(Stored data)
============

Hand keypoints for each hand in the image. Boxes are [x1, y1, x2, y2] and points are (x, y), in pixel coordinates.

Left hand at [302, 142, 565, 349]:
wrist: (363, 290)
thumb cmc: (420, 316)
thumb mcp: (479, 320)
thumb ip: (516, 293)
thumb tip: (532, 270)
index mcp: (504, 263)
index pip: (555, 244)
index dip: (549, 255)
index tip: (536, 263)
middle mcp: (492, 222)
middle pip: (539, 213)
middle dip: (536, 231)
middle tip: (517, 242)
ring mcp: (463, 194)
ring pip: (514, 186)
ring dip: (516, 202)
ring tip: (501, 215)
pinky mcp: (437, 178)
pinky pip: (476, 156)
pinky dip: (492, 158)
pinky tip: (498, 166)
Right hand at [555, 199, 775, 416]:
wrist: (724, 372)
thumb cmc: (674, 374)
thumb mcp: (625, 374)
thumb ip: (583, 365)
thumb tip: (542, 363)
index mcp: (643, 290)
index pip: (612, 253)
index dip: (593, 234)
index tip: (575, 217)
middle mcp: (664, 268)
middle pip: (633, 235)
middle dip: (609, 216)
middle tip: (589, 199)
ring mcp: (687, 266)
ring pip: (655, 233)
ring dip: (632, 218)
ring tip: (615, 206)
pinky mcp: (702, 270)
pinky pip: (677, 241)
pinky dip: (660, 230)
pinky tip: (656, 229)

============

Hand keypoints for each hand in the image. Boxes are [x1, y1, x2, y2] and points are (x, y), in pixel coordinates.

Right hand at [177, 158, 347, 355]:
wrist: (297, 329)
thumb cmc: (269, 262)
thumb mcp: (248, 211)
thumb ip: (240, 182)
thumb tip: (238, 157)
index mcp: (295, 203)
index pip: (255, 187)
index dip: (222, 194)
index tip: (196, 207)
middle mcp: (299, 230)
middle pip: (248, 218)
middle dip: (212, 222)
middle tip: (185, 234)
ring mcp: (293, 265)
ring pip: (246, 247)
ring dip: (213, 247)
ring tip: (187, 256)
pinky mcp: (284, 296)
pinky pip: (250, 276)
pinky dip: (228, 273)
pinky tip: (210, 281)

============

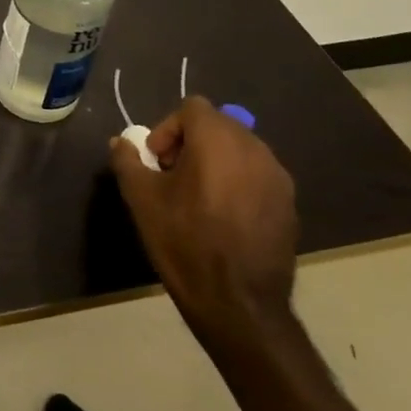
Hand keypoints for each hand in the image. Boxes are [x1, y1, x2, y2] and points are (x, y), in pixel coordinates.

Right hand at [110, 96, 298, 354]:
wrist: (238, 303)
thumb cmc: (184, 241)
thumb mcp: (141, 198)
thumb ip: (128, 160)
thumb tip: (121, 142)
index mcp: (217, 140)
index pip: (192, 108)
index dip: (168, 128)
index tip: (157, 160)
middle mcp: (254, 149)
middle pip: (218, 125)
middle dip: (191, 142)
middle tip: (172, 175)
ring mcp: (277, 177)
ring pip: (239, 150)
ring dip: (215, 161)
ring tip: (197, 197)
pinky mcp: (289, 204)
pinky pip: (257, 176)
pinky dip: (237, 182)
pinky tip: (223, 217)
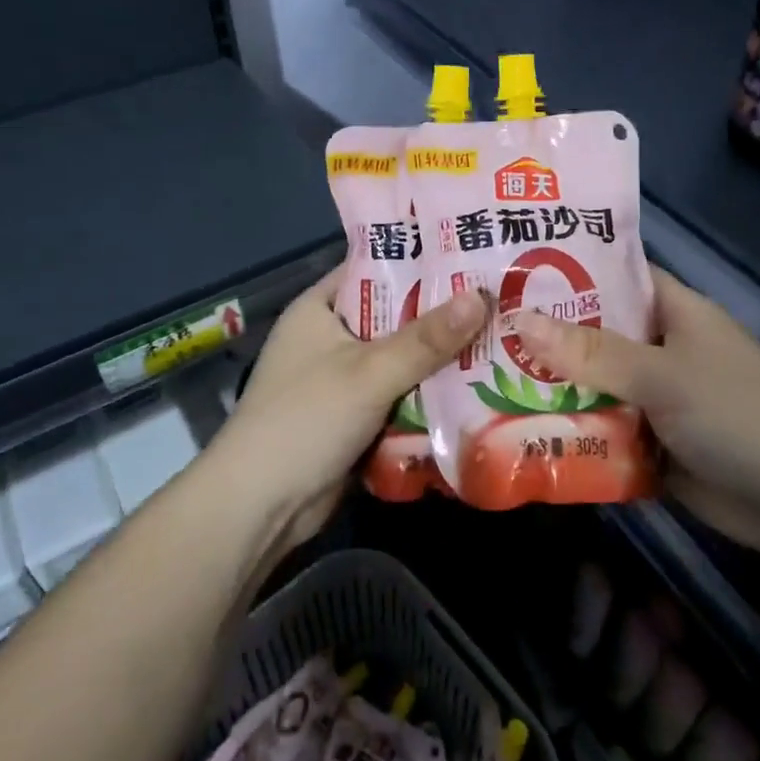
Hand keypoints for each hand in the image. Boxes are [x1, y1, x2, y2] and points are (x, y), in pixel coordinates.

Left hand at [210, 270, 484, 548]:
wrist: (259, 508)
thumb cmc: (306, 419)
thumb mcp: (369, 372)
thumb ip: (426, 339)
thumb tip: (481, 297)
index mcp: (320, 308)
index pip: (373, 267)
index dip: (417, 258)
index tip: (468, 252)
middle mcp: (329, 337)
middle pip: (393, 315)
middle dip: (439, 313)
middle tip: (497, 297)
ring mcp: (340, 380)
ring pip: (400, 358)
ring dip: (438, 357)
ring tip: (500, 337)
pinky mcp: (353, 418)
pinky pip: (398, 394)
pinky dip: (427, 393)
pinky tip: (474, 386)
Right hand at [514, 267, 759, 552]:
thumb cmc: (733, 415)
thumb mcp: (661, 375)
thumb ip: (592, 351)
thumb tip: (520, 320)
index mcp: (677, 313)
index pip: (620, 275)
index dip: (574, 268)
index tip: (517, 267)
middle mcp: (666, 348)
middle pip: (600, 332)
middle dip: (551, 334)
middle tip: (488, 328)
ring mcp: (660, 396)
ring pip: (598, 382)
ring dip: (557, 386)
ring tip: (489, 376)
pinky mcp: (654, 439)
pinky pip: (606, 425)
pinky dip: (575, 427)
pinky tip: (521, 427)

============

Show me all lines in the records that contain "Right".

Right hand at [555, 199, 775, 416]:
Right hand at [177, 158, 347, 355]:
Right hand at [110, 96, 298, 354]:
Right hand at [514, 267, 759, 552]:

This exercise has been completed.